For the above you may be in doubt:
How can I see a, b whether in a collection?
- Whether viewed in a collection, just to see
节点根祖先的结果是否相同即可
. Because only root value is negative , while others are positive elements representing points. So it is necessary only一直寻找直到不为正数进行比较即可
!
a, b merger, whether it is a merger of the ancestors in the ancestral b, or b ancestors on a merger?
- Here will encounter both cases, the choice is very important. You have to understand one thing: +1 height of the tree so the efficiency of the elements of the query will be reduced!
So we usually are: a decimal point to the tree (the tree pointing to a higher or lower tree), this makes the query efficiency can be increased!

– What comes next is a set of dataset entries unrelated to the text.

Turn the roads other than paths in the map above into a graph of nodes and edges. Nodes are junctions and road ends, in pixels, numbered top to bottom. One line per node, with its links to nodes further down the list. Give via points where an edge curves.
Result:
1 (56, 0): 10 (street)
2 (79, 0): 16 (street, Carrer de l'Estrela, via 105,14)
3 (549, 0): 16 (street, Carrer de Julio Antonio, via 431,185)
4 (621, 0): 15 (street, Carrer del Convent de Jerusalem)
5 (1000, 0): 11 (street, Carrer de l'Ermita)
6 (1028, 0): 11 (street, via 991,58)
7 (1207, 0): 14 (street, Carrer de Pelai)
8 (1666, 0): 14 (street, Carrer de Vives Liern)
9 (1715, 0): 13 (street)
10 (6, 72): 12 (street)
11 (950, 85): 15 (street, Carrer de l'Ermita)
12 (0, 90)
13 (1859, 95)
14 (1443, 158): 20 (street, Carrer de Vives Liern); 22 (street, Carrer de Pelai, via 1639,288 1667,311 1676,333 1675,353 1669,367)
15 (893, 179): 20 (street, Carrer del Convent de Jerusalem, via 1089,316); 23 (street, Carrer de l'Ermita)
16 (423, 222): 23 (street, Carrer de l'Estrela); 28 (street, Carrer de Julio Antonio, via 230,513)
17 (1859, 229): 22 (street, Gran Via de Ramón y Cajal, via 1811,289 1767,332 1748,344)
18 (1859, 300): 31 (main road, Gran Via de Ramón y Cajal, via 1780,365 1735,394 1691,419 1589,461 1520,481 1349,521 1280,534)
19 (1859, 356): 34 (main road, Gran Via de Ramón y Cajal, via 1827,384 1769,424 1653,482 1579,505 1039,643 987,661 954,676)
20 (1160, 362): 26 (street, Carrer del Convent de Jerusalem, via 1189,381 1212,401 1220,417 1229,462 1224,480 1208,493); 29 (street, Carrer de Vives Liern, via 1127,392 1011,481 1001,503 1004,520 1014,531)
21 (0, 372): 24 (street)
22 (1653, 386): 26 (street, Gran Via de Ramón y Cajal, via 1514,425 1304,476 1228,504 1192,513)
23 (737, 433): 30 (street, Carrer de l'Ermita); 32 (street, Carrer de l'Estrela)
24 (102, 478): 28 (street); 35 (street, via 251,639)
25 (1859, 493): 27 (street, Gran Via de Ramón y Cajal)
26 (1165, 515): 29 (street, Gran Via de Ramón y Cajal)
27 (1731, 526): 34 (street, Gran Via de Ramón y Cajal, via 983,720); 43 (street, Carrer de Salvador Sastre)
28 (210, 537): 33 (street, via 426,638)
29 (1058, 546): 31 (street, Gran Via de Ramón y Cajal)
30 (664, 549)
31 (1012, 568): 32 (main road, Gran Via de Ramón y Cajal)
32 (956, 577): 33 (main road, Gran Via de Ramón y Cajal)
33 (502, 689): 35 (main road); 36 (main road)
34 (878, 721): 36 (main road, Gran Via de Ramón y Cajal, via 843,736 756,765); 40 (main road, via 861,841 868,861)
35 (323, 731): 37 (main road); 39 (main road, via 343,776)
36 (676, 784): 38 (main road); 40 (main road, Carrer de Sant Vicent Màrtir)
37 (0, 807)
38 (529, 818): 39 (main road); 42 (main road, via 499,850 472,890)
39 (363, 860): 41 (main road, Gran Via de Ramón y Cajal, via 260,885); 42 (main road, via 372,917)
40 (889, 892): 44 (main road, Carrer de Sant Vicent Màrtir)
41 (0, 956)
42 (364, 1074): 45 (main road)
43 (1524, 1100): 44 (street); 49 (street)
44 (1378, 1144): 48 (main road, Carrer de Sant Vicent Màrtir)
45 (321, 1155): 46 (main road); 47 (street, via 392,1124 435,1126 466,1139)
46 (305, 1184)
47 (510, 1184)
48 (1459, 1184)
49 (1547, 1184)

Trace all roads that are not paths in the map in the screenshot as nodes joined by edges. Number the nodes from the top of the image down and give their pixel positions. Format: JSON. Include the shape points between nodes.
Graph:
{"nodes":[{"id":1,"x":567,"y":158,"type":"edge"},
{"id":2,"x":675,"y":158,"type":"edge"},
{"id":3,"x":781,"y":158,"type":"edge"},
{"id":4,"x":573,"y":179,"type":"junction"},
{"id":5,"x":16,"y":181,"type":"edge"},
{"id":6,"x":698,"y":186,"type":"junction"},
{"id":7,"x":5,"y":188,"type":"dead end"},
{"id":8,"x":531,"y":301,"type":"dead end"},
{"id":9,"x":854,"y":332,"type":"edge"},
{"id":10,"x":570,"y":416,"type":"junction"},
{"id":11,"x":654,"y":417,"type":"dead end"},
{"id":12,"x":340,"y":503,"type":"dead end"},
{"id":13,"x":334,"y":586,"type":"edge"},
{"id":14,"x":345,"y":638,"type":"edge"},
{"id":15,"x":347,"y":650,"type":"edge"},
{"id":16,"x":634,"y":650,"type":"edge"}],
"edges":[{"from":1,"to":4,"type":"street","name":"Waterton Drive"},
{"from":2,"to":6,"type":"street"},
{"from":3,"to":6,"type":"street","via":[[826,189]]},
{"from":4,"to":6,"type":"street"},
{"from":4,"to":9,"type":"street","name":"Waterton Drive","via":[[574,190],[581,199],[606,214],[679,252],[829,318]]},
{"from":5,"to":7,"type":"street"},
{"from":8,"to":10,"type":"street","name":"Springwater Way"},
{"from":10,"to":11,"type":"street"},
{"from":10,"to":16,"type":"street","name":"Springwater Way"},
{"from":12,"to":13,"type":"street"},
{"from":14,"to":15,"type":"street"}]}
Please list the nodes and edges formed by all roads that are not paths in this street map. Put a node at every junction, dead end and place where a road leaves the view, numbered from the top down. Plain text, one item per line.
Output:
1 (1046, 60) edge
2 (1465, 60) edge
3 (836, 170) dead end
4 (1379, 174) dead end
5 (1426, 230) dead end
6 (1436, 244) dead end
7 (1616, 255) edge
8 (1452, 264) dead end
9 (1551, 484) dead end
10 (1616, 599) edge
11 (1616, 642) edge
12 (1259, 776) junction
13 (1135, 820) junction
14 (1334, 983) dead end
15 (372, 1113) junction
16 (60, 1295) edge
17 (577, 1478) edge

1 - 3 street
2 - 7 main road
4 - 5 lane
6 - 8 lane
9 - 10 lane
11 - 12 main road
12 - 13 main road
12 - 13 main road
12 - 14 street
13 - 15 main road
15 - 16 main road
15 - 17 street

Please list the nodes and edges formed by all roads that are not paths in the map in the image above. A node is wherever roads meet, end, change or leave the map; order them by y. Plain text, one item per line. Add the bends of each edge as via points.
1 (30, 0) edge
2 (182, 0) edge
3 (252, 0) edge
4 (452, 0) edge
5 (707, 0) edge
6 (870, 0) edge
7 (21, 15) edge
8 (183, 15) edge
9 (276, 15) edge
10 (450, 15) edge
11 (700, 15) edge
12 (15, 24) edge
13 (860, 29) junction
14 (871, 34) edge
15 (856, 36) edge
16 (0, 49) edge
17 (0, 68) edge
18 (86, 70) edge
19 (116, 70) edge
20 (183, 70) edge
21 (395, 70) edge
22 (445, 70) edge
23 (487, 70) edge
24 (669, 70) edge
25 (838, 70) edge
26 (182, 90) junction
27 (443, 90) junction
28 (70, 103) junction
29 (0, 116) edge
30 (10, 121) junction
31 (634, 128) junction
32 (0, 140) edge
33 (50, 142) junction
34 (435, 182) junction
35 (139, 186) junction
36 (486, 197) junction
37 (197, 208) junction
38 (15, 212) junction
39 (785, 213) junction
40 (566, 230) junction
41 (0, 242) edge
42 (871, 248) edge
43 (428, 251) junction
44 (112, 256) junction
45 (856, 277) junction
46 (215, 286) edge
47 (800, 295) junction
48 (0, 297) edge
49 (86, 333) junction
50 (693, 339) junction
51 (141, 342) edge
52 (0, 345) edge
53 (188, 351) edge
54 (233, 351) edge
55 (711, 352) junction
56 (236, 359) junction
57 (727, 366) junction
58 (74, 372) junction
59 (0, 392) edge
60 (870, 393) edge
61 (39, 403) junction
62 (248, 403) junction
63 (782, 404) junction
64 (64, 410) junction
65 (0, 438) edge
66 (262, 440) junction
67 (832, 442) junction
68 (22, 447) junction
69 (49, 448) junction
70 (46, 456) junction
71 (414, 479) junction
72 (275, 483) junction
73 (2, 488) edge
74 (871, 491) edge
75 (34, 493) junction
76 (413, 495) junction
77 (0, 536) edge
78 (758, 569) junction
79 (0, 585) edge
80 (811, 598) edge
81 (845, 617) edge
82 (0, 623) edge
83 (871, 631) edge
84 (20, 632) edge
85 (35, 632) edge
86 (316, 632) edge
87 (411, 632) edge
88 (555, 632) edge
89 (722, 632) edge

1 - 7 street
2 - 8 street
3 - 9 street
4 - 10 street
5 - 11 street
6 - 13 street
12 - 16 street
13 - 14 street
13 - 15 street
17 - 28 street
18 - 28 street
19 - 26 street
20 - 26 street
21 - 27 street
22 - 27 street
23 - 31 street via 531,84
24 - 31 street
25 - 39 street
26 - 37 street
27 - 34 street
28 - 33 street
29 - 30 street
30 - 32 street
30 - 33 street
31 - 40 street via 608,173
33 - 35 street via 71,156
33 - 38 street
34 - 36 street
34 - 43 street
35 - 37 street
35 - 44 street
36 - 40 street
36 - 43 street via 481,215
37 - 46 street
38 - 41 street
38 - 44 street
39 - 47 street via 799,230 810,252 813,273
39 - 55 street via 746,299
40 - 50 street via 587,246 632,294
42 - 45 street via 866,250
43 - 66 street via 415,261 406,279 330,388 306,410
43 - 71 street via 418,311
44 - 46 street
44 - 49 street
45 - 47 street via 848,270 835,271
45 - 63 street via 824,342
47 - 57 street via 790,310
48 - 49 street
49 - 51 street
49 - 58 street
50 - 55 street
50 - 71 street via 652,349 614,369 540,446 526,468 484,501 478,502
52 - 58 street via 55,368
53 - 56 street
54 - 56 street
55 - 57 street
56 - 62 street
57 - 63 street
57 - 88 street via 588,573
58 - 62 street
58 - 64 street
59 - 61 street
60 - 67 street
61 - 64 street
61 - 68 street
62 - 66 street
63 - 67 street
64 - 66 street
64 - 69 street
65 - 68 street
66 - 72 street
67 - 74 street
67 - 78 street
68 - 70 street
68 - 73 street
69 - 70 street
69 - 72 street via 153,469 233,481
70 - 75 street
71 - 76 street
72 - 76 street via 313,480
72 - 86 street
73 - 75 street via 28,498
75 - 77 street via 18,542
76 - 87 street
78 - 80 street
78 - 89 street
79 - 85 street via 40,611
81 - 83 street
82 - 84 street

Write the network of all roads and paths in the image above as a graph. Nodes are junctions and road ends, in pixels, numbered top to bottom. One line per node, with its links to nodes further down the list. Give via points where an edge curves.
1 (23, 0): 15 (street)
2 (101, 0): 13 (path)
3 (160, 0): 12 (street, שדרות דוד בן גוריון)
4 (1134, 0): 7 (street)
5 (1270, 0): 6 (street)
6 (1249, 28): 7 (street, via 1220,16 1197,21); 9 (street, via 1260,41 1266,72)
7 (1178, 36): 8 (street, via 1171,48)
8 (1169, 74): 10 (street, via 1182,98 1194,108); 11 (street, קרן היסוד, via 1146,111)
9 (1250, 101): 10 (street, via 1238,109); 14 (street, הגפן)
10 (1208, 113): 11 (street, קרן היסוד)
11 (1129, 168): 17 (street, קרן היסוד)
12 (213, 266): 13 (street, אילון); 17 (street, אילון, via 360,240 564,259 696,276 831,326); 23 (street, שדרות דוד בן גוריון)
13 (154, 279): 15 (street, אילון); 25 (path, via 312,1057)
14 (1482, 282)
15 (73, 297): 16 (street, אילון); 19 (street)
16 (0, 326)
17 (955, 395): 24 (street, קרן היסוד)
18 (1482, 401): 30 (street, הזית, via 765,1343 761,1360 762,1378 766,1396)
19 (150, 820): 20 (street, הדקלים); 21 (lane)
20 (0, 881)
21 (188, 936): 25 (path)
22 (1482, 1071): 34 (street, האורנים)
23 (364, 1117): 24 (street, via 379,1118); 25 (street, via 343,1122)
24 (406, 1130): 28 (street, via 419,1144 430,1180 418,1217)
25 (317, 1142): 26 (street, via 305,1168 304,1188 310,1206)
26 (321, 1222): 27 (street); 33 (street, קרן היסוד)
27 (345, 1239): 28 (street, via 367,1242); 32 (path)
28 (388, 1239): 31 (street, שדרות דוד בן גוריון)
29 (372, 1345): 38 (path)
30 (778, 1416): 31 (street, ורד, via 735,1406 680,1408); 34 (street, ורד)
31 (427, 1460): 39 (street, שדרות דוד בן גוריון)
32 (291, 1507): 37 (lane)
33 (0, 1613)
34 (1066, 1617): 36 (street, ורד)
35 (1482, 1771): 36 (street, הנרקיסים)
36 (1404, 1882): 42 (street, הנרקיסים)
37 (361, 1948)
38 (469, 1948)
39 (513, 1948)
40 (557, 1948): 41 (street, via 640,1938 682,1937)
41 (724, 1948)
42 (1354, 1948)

Of course, the height and number on choice, you also need your own choice and consideration.
Other paths compression?
Each query, from the bottom up. When we call the recursive compression path can be the way, because we really only need to find one element until its ancestors, so when he was closer ancestor so 下次查询就很快
. And the cost of compression path is not great!
Code
Disjoint-set is relatively simple to implement, directly attached to the code!
package 并查集不想交集合;
import java.util.Scanner;
public class DisjointSet {
static int tree[]=new int[100000];//假设有500个值
public DisjointSet() {set(this.tree);}
public DisjointSet(int tree[])
{
this.tree=tree;
set(this.tree);
}
public void set(int a[])//初始化所有都是-1 有两个好处,这样他们指向-1说明是自己,第二,-1代表当前森林有-(-1)个
{
int l=a.length;
for(int i=0;i<l;i++)
{
a[i]=-1;
}
}
public int search(int a)//返回头节点的数值
{
if(tree[a]>0)//说明是子节点
{
return tree[a]=search(tree[a]);//路径压缩
}
else
return a;
}
public int value(int a)//返回a所在树的大小(个数)
{
if(tree[a]>0)
{
return value(tree[a]);
}
else
return -tree[a];
}
public void union(int a,int b)//表示 a,b所在的树合并
{
int a1=search(a);//a根
int b1=search(b);//b根
if(a1==b1) {System.out.println(a+"和"+b+"已经在一棵树上");}
else {
if(tree[a1]<tree[b1])//这个是负数,为了简单减少计算,不在调用value函数
{
tree[a1]+=tree[b1];//个数相加 注意是负数相加
tree[b1]=a1; //b树成为a的子树,直接指向a;
}
else
{
tree[b1]+=tree[a1];//个数相加 注意是负数相加
tree[a1]=b1; //b树成为a的子树,直接指向a;
}
}
}
public static void main(String[] args)
{
DisjointSet d=new DisjointSet();
d.union(1,2);
d.union(3,4);
d.union(5,6);
d.union(1,6);
d.union(22,24);
d.union(3,26);
d.union(36,24);
System.out.println(d.search(6)); //头
System.out.println(d.value(6)); //大小
System.out.println(d.search(22)); //头
System.out.println(d.value(22)); //大小
}
}
Epilogue
- Disjoint-set are simple but very efficient data structure. In the often encountered in the collection . If you do not use disjoint-set while the traditional efficiency violence is too low, without being adopted.
- In addition,
并查集还广泛用于迷宫游戏
the following have the opportunity to introduce a disjoint-set to achieve a maze game . We welcome attention! - Finally, I welcome everyone's attention the public number, learn together, exchange!
笔者学习资源
Also placed in the public numbers and share with everyone!